Yesterday I took my Epiphone Les Paul Pee Wee in to have the nut lowered. I’ve had a few intonation problems with this baby with the neck prone to shifting (tightening the screws helped here) and the bridge being at the limits of its adjustability. Having recently taken to greasing the nut with some silicone which has improved its tuning stability the final piece of the puzzle was to have the nut lowered somewhat.
The action wasn’t terrible, but due to the short scale of the neck (about 19″) the low string tension meant that bends were incredibly easy to do and if one pressed too hard you’d get inadvertent microtonal bends which makes things sound a bit Wild West piano, i.e. horribly out of tune. This is particularly acute right down at the 1st to 3rd frets, exacerbated by the nut being slightly too high, so pressing say, an open C chord would be a nasty sounding cacophony given that three of the fretted strings would be slightly sharp. Remedy – lower the nut slightly and the action at the first fret.
I took the little fella to a local guitar store (won’t say who) and asked them to lower the nut slightly, explaining that I wanted to eliminate those microtonal bends. The tech looked at me blankly, then gathered up his tools, whipped off the neck plate and started adjusting the truss rod. Within seconds he’d handed it back to me saying ‘the neck was twisted’ and asked me to start playing it. It was exactly the same with the micro bends except that now the intonation was off at the 12th (which I’d spent ages tweaking). I asked him again to lower the nut or deepen the string slots at which point he started conferring with the shop owner presumably to ask him to talk me out of it, which he tried. “It won’t make any difference – the neck was twisted and now he fixed it. Lowering the nut will cause string buzz.” he said.

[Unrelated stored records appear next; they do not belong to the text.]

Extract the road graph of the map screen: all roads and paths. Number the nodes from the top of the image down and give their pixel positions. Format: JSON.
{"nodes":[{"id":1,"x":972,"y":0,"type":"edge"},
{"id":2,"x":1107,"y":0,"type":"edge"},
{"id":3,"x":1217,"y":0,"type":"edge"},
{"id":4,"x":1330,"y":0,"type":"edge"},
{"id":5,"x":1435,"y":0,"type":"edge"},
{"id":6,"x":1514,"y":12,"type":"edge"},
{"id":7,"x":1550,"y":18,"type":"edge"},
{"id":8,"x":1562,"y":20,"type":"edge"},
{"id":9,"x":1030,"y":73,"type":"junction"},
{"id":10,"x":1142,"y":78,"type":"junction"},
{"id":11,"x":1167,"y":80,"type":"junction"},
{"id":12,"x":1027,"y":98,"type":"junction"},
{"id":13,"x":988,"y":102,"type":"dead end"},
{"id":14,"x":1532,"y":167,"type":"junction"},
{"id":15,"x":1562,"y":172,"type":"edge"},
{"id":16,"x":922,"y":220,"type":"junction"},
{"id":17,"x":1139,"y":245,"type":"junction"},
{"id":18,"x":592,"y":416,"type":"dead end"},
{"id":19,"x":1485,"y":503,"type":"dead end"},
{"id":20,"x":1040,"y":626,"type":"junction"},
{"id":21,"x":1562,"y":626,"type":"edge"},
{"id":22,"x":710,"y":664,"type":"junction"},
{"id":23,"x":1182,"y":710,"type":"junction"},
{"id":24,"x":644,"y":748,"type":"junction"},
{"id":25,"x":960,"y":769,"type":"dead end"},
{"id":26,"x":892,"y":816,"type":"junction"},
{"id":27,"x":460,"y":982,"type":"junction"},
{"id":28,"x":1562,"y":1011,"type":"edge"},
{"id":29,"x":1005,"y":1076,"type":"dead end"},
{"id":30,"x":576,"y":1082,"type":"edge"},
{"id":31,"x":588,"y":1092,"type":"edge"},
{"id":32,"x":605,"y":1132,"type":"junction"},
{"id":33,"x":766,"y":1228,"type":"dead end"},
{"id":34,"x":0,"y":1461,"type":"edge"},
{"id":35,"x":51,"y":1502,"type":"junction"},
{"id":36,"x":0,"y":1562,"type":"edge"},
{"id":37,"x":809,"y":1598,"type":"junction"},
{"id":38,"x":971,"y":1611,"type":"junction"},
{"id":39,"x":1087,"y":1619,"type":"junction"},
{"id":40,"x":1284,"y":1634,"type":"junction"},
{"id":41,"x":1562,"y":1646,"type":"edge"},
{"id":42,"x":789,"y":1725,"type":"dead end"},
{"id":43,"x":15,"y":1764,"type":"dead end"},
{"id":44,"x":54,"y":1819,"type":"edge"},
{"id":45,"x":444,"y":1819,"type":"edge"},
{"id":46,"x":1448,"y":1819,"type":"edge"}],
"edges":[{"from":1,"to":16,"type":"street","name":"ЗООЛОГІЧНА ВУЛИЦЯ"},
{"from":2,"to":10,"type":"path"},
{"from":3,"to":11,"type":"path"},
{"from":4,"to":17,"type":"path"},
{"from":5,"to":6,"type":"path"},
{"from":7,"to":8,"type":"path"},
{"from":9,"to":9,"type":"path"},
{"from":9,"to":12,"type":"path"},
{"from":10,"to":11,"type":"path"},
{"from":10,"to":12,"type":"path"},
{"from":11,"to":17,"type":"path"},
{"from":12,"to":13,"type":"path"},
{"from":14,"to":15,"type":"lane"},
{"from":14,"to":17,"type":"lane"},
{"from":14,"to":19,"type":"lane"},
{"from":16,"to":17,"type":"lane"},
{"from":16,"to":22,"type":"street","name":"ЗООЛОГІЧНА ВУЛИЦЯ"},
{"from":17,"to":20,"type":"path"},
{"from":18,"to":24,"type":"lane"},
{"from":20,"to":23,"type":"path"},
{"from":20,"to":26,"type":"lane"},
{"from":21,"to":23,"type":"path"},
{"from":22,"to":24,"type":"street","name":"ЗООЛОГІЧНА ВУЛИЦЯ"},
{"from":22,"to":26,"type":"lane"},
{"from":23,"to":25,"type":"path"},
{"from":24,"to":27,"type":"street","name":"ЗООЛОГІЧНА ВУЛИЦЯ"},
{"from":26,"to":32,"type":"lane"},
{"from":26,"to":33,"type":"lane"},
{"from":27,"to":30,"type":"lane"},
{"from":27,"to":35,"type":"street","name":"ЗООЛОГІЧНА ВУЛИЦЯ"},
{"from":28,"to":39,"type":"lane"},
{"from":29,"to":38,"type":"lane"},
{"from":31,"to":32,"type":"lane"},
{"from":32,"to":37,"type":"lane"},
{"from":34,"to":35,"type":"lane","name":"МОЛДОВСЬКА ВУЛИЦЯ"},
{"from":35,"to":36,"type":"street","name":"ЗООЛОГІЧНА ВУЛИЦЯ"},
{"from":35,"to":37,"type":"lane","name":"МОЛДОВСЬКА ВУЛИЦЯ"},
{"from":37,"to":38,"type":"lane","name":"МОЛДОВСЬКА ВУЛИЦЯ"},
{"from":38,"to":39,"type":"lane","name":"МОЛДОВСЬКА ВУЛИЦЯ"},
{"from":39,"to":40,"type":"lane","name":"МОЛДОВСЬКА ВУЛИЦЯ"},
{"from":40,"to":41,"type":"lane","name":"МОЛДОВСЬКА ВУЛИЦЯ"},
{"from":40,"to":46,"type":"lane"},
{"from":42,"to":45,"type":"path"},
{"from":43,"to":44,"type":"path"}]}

“Please lower the nut. That’s what I want – I don’t want anything else done but that.”
“Fine, fine – you’re the boss.” He signaled to the tech to carry out my bidding which he undertook begrudgingly. A couple of minutes later he passed me the guitar with much deeper string slots and a marginally lowered action. I plugged it into their little Randall combo and started wailing, drawing a small crowd of onlookers, jaws and eyes agog as I shredded like Tony Macalpine for about 10 minutes (also checking out their resident T-Rex Swamp double gain pedal which I might buy btw…). The guitar played much better than before. The intonation had miraculously returned to as close as it would ever get given the fixedness of the bridge and the microtonal bends had all but disappeared. I was happy with the adjustments and told them so.
“Great. That will be $35.” said the tech. I turned pale.
Hmm.. I wonder how the cost breakdown for that 10 minutes of work was, including the dispute over giving me what I had requested in the first place. Not a bad hourly rate there – no doubt the way they internalize their charging ratio is probably along the lines of ‘parts and labor 1%, experience/knowledge/having the facilities 99%’. Think I deserved a 99% rebate there given it was me who knew the solution all the time, albeit they had the tools.
$35…. feh… Time I got myself some of those setup tools methinks.